Problem: The answer must be every line below that contains the string "Buckman".

[Saved entries]
#####

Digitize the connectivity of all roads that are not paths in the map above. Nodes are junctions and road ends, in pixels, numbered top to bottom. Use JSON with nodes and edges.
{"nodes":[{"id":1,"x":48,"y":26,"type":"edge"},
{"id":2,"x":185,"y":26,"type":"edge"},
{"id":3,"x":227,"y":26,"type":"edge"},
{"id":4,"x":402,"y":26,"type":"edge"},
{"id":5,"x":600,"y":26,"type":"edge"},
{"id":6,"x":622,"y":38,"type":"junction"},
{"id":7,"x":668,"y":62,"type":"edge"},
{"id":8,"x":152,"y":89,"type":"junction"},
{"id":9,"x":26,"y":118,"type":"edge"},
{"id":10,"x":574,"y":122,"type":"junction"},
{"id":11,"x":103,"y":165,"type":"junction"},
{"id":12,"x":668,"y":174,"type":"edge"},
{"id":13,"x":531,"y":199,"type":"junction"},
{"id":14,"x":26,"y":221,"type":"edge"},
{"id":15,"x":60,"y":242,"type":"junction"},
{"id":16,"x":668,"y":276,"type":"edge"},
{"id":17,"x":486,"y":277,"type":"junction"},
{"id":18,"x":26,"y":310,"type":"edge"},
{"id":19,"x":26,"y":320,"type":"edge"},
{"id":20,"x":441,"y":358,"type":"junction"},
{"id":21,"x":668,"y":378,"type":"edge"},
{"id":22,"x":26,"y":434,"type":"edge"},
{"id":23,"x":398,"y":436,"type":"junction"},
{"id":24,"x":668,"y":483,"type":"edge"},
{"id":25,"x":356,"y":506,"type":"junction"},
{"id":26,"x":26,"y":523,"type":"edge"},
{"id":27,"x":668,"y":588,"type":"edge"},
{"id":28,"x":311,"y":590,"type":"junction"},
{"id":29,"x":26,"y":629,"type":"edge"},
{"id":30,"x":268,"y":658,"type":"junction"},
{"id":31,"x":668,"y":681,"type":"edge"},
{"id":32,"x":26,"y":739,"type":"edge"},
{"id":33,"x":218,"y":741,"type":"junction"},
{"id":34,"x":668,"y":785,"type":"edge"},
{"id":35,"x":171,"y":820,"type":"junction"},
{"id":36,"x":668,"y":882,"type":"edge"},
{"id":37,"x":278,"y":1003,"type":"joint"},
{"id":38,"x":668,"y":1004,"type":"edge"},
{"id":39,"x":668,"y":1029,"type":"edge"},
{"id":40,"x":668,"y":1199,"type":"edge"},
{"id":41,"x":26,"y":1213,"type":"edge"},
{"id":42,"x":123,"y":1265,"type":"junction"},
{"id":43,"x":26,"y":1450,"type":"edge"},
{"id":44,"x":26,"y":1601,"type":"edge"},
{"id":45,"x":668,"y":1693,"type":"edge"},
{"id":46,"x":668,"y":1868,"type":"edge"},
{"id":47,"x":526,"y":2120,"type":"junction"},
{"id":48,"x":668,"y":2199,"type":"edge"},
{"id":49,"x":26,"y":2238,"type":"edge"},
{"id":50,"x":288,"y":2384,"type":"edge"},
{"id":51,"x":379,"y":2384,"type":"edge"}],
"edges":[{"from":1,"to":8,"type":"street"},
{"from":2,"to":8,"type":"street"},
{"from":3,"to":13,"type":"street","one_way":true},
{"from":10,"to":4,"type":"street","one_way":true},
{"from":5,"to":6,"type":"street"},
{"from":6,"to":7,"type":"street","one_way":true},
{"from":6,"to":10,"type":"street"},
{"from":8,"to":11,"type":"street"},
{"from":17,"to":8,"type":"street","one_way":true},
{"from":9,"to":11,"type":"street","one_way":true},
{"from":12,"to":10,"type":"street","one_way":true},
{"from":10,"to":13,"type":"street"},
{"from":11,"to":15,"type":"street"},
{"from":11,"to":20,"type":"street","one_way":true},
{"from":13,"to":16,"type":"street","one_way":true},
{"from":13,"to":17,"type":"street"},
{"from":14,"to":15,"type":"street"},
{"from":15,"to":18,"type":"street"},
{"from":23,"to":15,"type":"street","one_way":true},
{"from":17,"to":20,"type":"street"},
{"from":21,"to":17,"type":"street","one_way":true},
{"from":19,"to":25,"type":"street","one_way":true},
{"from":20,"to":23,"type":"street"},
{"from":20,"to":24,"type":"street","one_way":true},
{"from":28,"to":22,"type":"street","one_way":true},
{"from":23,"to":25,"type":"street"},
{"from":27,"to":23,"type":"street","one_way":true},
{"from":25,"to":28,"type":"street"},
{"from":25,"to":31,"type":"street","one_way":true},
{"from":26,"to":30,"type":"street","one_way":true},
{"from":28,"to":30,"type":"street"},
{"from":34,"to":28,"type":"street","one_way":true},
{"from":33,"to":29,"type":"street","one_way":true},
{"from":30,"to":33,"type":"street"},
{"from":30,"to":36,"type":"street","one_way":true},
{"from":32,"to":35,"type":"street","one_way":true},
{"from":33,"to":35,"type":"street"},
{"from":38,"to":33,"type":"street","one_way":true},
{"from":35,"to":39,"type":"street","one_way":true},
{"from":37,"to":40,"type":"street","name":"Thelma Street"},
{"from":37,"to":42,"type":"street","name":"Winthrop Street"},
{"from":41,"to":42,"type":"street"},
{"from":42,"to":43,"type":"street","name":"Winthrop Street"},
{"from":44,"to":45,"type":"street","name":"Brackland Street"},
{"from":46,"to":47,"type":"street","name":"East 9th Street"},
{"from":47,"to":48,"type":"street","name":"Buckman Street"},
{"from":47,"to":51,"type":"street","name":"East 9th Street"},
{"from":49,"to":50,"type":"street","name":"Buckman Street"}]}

#####

Result:
{"from":47,"to":48,"type":"street","name":"Buckman Street"},
{"from":49,"to":50,"type":"street","name":"Buckman Street"}]}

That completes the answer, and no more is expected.